Langmuir circulations (LC) in their traditional form are large rolling fluid flow pattern created by the interplay of surface waves and a near-surface shear current, typically both created by the wind. A celebrated theory by Craik and Leibovich (1976) describes two kinematic mechanisms which cause instabilities which grow into Langmuir rolls, both involving only the shear of the flow and the kinematic driving of flow undulations by a wavy surface, but containing no direct reference to the wind as a driving force. The same kinematic processes are present also in boundary layer flow over a wavy bottom topography in almost perfect analogy.

We present a theory of Langmuir-like circulations created by boundary layer flow over a topography in the form of a regular pattern of two monochromatic waves crossing at an oblique angle. Thus, the Craik-Leibovich instability sometimes referred to as CL1 is triggered and the close analogy with surface waves allows us to follow the general procedure of Craik (1970).

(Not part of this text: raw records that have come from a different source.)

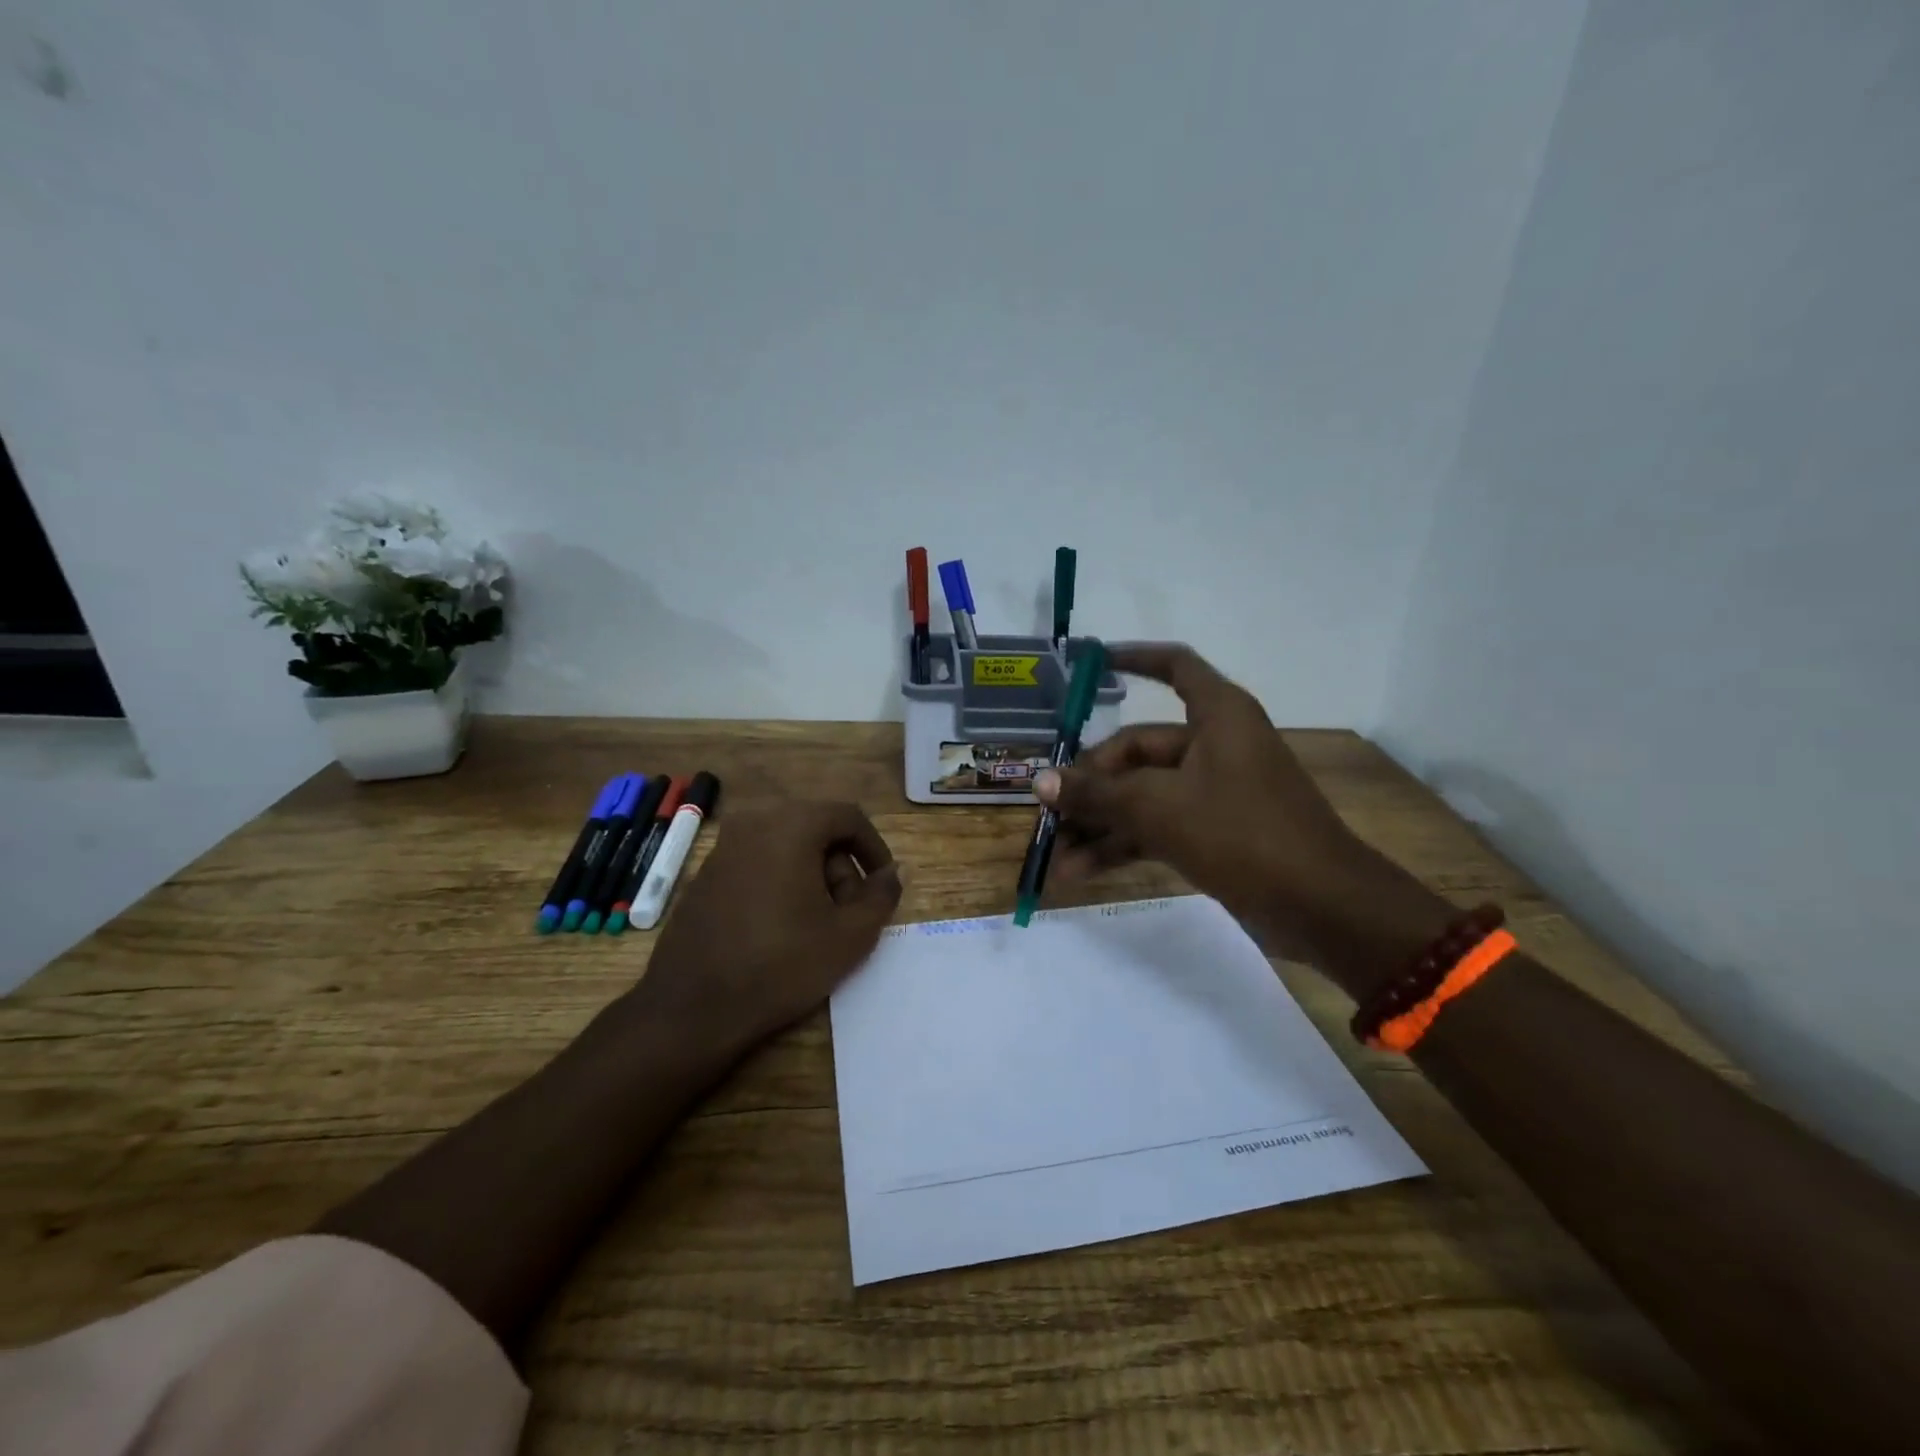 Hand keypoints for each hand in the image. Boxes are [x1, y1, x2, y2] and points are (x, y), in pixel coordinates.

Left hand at [629, 801, 901, 1057]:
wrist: (692, 1008)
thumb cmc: (780, 964)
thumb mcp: (850, 935)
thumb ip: (881, 896)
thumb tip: (893, 873)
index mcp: (791, 825)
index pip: (848, 816)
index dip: (874, 848)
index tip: (882, 884)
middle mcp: (754, 823)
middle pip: (816, 830)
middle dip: (841, 867)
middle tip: (849, 912)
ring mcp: (723, 848)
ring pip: (786, 846)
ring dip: (811, 876)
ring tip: (817, 925)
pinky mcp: (705, 875)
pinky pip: (757, 863)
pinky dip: (780, 882)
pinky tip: (780, 928)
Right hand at [1035, 643, 1443, 971]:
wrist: (1322, 908)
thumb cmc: (1242, 833)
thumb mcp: (1159, 808)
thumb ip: (1097, 793)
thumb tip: (1040, 781)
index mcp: (1217, 716)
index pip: (1174, 666)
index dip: (1135, 658)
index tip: (1093, 662)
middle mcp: (1215, 745)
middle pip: (1139, 748)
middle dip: (1091, 783)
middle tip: (1049, 811)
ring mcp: (1215, 792)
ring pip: (1143, 795)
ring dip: (1100, 823)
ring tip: (1056, 855)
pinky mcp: (1215, 833)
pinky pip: (1157, 827)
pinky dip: (1123, 845)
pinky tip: (1082, 872) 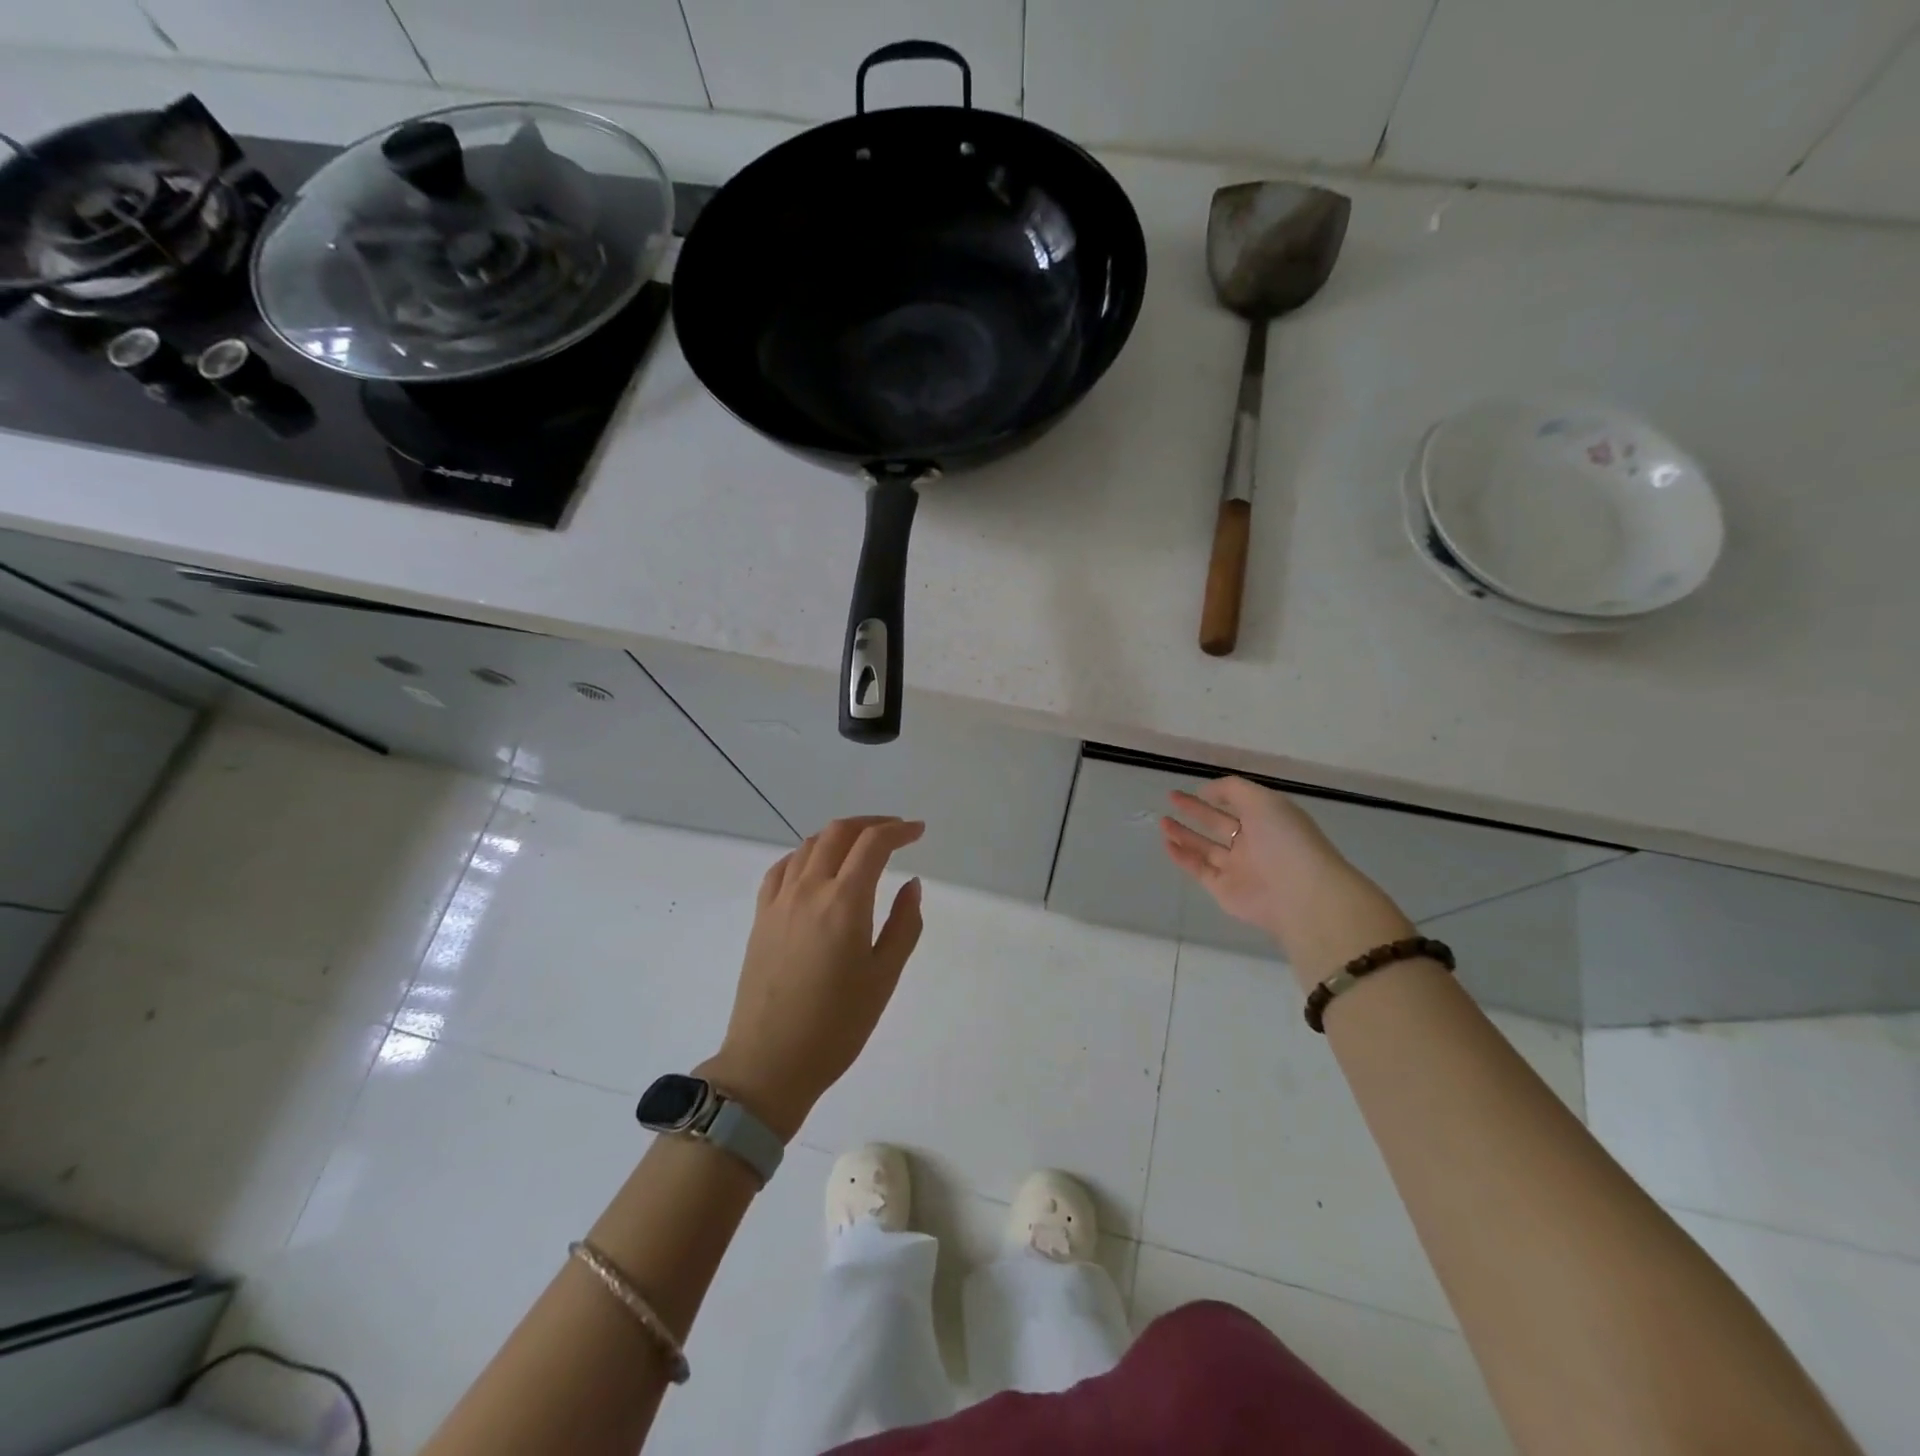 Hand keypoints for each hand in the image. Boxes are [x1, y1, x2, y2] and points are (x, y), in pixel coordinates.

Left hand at [700, 816, 925, 1140]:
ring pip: (809, 845)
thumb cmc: (837, 1026)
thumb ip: (903, 925)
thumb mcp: (884, 977)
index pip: (873, 845)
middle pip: (838, 833)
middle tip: (895, 832)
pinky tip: (816, 868)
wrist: (769, 1062)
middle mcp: (809, 890)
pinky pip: (782, 868)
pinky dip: (806, 855)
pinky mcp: (760, 917)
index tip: (918, 832)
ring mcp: (779, 901)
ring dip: (839, 835)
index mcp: (844, 903)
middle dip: (870, 824)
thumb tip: (911, 885)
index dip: (898, 830)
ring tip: (860, 847)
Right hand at [1160, 778, 1412, 983]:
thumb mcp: (1263, 800)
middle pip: (1218, 824)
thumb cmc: (1285, 840)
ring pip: (1206, 848)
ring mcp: (1238, 867)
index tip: (1192, 787)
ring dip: (1183, 834)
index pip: (1237, 803)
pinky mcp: (1224, 889)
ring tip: (1162, 821)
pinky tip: (1166, 844)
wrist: (1301, 894)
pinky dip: (1182, 857)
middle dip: (1195, 811)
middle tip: (1171, 798)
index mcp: (1268, 820)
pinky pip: (1199, 869)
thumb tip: (1205, 791)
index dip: (1215, 793)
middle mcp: (1253, 843)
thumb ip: (1232, 789) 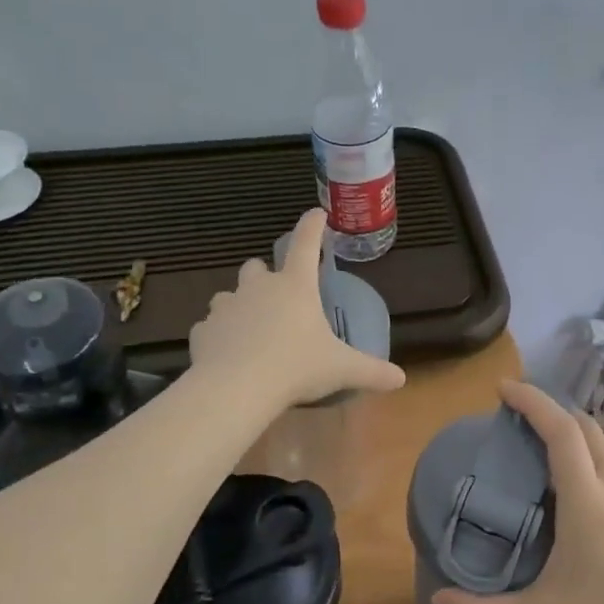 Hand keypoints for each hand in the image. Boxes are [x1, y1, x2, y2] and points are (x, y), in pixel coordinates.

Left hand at [188, 208, 405, 409]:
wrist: (235, 389)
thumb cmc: (296, 368)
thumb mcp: (341, 370)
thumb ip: (372, 372)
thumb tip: (401, 379)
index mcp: (295, 287)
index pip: (305, 244)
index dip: (312, 226)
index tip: (316, 213)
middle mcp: (258, 288)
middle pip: (257, 267)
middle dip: (265, 275)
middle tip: (277, 295)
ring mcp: (226, 307)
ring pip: (229, 295)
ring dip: (240, 306)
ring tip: (251, 330)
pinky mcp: (202, 330)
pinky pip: (210, 327)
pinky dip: (219, 336)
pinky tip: (228, 355)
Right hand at [431, 381, 603, 603]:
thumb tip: (438, 597)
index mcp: (587, 503)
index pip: (561, 432)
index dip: (532, 401)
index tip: (502, 389)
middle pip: (586, 427)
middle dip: (551, 411)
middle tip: (517, 419)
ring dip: (575, 434)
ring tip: (543, 450)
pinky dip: (593, 457)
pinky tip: (579, 489)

A flow of arbitrary shear profile is assumed over the bottom topography. In the opposite limits of transient inviscid flow and steady-state viscous flow simple equations for the stream function in cross-current plane can be derived and easily solved numerically. For the special case of a power-law velocity profile, explicit leading-order solutions are available. This allows us to quickly map out the circulation response to different parameters: wavelength, crossing angle and wave amplitude. The study is supplemented with direct numerical simulations which verify the manifestation of Langmuir-like circulations over wavy geometries with a no-slip boundary condition.

References
Craik, A.D.D., A wave-interaction model for the generation of windrows. J. Fluid Mech. (1970) 41, 801-821.
Craik, A.D.D. & Leibovich, S. A rational model for Langmuir circulations. J. Fluid Mech. (1976) 73, 401-426.